Mcgrath Gufram IMG Big

In my defence, I was left unsupervised.

I have a dirty little secret: I love chintzy tchotchkes. It’s quite a bold statement for someone who, admittedly, spends most of his day sitting at a pure white, absolutely clutter-less desk, wearing only the most inoffensively monochrome basics. And yet, although I tend to predictably eschew ornamentation of any kind (not to mention colour), there’s still a small part of me that is inexorably drawn to the off-kilter excesses of hardcore décor.
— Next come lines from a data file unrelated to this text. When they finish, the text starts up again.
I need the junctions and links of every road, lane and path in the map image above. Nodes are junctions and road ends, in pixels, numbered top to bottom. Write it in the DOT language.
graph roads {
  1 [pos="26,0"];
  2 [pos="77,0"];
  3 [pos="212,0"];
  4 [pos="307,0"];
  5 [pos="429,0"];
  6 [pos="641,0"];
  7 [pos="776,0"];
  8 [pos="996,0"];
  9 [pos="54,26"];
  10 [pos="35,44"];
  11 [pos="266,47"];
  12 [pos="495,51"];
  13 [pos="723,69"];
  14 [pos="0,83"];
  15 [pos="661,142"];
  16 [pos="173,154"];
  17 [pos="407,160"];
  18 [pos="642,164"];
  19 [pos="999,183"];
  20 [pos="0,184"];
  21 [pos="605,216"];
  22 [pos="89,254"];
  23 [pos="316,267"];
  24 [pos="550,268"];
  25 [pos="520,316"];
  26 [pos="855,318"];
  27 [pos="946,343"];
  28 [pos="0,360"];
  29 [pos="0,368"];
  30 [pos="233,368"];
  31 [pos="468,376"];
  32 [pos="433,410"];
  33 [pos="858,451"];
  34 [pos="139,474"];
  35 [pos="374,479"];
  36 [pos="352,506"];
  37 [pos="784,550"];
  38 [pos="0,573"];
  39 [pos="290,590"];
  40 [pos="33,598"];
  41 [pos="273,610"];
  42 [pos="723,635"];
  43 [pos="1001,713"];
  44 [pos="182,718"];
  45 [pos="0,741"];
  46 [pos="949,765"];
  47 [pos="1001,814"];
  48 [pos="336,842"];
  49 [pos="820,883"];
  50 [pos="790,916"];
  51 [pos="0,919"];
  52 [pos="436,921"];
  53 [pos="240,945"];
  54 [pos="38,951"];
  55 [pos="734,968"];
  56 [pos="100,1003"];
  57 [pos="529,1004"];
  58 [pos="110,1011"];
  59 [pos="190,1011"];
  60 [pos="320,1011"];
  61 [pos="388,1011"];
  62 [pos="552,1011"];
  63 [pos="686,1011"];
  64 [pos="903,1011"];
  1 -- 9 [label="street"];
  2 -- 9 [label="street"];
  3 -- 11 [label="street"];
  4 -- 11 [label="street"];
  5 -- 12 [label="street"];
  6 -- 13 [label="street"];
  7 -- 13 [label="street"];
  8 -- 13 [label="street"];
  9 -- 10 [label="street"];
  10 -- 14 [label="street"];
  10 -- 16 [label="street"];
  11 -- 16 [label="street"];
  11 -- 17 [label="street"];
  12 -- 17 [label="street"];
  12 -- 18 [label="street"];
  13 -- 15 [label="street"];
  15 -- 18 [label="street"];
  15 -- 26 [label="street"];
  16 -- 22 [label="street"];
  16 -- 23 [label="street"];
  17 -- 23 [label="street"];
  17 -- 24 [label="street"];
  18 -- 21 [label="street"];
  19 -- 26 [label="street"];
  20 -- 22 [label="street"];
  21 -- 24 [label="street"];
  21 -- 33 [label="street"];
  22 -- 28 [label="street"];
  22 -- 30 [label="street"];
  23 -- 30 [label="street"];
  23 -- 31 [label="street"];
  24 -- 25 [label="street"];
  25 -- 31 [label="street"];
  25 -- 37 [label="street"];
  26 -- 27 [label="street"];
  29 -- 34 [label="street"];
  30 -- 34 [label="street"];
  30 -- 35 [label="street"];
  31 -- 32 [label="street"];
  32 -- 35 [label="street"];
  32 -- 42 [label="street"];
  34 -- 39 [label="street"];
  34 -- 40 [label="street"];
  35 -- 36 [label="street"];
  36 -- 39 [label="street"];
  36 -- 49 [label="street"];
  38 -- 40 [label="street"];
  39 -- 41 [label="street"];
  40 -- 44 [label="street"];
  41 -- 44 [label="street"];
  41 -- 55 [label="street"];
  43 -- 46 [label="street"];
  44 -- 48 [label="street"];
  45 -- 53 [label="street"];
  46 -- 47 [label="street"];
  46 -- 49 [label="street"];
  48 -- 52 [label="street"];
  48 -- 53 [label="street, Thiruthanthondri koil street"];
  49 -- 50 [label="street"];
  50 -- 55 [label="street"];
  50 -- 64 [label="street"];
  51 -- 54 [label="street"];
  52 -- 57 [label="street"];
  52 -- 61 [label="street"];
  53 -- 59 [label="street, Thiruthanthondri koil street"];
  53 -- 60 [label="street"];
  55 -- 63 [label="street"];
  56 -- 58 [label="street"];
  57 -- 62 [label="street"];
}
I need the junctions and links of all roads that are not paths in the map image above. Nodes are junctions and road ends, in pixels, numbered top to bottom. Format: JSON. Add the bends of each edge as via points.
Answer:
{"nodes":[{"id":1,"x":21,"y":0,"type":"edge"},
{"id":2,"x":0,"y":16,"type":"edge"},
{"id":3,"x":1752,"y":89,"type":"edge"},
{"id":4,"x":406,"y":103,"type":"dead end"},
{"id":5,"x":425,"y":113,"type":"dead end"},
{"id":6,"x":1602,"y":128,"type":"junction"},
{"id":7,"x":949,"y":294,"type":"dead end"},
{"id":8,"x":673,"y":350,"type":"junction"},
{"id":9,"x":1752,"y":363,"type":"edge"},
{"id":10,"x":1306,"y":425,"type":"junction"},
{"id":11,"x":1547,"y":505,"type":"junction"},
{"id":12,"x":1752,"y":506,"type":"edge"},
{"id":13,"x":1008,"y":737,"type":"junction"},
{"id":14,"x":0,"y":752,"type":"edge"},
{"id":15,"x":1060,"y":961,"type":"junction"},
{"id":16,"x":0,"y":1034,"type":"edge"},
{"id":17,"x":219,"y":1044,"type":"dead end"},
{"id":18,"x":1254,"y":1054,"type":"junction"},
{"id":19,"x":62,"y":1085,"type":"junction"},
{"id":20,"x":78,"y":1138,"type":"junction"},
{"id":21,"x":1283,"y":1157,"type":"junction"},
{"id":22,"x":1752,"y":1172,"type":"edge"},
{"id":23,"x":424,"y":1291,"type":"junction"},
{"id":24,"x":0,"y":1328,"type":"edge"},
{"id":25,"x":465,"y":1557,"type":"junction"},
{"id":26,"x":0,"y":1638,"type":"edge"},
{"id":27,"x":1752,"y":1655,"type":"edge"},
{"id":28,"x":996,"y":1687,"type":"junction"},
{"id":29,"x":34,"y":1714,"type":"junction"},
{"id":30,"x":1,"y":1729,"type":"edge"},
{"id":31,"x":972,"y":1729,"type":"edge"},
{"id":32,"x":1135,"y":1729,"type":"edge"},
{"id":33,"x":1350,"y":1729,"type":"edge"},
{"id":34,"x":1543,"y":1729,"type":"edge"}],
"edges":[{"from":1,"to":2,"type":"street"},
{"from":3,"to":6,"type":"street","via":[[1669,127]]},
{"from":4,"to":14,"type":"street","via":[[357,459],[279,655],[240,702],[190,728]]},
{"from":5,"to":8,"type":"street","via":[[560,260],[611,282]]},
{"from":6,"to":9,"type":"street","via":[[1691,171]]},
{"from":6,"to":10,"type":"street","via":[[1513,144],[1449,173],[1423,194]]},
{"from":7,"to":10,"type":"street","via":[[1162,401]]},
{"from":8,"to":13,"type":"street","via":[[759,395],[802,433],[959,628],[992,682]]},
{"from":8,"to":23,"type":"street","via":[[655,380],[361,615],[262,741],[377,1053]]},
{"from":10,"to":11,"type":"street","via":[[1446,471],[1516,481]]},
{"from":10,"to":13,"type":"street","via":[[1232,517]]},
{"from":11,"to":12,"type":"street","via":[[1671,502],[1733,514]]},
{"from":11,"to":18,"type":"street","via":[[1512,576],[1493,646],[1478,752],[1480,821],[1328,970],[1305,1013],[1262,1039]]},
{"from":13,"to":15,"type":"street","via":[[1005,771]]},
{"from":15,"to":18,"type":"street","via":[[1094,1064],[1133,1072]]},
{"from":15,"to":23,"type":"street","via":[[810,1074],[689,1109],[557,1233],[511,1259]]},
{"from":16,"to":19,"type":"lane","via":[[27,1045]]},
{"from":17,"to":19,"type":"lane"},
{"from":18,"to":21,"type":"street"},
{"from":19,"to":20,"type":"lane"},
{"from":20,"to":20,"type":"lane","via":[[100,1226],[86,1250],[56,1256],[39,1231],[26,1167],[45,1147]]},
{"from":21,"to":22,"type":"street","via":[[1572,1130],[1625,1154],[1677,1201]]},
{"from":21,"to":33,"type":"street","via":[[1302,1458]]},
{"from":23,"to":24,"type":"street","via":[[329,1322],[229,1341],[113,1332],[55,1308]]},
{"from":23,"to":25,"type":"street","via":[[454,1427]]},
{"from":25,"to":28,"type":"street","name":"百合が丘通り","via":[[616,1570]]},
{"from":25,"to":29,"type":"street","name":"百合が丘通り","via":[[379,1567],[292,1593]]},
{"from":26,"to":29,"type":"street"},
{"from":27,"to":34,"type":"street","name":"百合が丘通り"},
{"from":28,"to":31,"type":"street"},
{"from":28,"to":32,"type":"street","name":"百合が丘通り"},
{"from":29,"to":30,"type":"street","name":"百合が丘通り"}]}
We’ve kissed goodbye the days of mid-century furniture ruling the design world, and the reign of minimalism on our catwalks has yielded to a new age of maximalist overload. Less is bore, and eccentricity is the new black.

Although this visual about-face certainly has its cynics, few are willing to discredit that whacky design’s arrival is exceedingly welcome. After all, everything was starting to feel a bit same-same. For the past ten years we’ve been the Apple aesthetic’s tireless evangelists; we’ve genuflected ourselves at the altar of Scandi simplicity; and we’ve followed a design bible typeset exclusively in Helvetica’s sober logic. In some ways, this decade’s habitually streamlined puritanism operated as a correctional antidote to the excesses of the 1980s-90s – coming to climax with the (appropriately) excessive swansong of the Global Financial Crisis in recent years.

There’s little wonder that asceticism becomes voguish when austerity becomes necessary. But while the economic landscape continues daily to recuperate the strong footing global markets once enjoyed, a greater appreciation of the weird and wonderful has increased accordingly. The market only brings what we can bear – and what we’re choosing to bear is becoming more odd, more fun and more-is-more every day.

Perhaps, then, it comes at little surprise that one of the most recognisable (and highly controversial) furniture design studios of yesteryear is undergoing a renaissance. While we continue to crave eclecticism, humour, luxurious materials and ambitious silhouettes, Gufram – an Italian design studio that defined much of the pop art aesthetic of the 1960s-70s – is still proving that irreverent furniture, witty objects and boldly optimistic design plays an important role in our decorative schemes and collective imaginations, alike.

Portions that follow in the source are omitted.